The man in the rabbit-skin waistcoat, having arranged preliminaries, explained to Paul. This was ‘a little bit of a friendly turn-up with the weepons of Natur’,’ intended to settle the disputed qualities of the youth of eight local parishes. Paul’s presence, it appeared, was entirely providential, for, with the exception of the seven candidates here in search of glory, there was nobody present who had not at one time or another ‘fowt’ for money.
‘I suppose,’ said Paul’s informant, ‘you’ve never fowt for money?’
‘No,’ Paul answered, ‘I’ve never fowt for money. Mek yourself easy on that score.’
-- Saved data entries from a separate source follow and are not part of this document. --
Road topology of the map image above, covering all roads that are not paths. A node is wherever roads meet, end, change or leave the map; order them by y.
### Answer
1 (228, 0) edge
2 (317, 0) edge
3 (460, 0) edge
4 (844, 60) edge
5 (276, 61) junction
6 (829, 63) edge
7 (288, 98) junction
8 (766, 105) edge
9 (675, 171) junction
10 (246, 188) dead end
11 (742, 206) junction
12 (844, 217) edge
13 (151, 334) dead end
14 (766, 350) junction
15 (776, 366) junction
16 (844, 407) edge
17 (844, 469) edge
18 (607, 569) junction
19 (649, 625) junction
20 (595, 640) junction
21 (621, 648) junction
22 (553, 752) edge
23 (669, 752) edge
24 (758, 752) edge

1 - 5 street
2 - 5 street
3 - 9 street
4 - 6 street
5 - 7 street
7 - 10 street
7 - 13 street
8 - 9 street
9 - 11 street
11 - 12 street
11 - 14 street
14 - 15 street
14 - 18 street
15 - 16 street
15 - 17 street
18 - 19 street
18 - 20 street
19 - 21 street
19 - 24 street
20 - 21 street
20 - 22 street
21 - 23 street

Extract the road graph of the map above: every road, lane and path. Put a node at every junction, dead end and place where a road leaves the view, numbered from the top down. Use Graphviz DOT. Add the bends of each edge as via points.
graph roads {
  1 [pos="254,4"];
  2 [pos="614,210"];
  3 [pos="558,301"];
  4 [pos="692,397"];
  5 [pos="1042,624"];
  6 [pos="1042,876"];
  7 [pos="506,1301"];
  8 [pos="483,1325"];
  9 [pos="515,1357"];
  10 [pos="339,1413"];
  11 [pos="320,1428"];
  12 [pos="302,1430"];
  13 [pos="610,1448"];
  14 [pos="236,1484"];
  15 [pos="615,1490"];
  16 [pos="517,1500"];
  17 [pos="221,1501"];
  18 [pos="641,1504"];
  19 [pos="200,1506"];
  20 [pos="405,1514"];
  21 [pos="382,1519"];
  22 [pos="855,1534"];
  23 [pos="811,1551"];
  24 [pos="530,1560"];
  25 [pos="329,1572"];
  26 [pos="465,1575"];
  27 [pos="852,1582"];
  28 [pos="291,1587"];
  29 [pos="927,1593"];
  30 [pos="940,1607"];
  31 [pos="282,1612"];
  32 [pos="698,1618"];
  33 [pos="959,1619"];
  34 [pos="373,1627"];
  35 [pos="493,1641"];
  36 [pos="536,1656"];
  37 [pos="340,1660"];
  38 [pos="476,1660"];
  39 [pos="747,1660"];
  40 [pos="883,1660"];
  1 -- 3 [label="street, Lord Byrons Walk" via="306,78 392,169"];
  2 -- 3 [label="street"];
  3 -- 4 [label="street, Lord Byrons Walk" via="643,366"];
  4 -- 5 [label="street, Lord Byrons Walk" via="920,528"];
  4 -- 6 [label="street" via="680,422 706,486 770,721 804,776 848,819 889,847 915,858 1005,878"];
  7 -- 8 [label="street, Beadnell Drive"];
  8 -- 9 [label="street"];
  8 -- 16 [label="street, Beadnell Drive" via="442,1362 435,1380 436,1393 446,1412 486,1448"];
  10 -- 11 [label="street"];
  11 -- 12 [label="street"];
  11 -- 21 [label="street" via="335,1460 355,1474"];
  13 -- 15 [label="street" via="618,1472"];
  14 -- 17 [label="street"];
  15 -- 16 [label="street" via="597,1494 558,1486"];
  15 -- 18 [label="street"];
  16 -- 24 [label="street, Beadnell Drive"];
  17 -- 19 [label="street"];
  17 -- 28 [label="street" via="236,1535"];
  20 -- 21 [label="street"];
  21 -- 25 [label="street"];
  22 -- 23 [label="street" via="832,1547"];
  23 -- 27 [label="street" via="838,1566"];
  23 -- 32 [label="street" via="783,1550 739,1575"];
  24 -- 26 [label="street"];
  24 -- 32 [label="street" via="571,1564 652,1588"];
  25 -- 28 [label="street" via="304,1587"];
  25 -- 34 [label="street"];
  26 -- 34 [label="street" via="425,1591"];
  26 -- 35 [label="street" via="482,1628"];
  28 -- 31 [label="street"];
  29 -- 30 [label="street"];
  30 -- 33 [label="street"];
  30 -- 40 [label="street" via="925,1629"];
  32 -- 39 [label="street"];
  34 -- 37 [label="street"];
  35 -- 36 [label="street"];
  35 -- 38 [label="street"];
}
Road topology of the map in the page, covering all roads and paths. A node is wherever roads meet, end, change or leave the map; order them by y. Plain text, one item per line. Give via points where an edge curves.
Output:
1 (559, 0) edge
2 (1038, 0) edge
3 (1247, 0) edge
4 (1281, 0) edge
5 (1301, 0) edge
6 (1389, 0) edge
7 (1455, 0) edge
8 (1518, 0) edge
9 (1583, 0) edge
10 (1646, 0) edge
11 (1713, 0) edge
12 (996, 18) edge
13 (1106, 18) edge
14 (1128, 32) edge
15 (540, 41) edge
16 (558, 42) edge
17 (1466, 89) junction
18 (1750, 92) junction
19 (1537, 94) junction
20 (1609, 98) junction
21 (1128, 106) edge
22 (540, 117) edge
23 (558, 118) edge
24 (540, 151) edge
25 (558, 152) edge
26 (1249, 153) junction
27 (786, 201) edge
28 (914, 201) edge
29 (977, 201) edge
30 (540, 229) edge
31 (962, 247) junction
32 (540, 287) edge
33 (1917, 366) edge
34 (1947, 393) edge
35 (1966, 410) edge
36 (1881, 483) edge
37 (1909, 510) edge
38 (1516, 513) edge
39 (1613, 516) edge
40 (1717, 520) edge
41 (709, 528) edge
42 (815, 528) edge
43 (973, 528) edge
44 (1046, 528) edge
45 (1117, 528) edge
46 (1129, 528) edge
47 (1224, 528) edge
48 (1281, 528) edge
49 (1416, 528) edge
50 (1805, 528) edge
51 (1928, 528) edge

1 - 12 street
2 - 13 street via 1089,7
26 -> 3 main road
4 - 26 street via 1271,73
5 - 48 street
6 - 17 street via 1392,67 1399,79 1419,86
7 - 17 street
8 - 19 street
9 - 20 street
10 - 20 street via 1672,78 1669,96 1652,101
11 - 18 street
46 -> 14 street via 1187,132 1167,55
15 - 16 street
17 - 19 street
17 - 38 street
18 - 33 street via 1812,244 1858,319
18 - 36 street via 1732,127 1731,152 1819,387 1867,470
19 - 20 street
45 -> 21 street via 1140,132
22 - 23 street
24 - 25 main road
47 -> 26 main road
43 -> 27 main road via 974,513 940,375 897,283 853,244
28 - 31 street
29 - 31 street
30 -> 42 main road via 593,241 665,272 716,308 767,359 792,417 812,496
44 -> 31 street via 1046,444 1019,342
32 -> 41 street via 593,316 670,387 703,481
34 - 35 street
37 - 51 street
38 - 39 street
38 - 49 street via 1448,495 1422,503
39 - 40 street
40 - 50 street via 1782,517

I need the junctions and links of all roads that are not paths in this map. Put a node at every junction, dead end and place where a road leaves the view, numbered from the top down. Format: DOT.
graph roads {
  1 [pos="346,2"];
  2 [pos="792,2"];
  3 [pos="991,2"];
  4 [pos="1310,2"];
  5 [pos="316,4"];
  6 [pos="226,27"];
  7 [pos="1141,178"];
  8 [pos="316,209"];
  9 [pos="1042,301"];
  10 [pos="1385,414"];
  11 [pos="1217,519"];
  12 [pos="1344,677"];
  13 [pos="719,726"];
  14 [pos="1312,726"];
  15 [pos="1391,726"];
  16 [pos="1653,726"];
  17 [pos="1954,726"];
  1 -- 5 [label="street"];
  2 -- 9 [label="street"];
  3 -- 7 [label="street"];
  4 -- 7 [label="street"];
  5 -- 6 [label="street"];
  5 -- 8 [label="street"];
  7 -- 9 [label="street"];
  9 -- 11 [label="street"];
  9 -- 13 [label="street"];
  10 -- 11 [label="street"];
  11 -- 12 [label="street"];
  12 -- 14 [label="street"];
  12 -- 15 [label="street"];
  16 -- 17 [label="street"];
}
‘Oh,’ said the other, ‘I wasn’t castin’ no suspicion. But it’s just a quiet bit o’ fun like for them as ain’t been blooded in a reg’lar way. It’s a bit o’ fun for the young uns. Billy an’ yov comes second.’
‘All right,’ said Paul.
He thought of Ralston’s letter, and laughed. Lofty conduct breeds the lofty ideal. What would Ralston say to this, he wondered? Not that the thing had a touch of barbarism to his mind. It was rough, of course, but it was inspiring, and he was used to it. He had seen a great deal of this peculiar sport, and had a warm liking for it. Being in it was better than looking on, but even looking on was pleasant.
‘Now, lads,’ said the master of the ceremonies, ‘get to your corners. An’, gentlemen-sports all, no shoutin’.’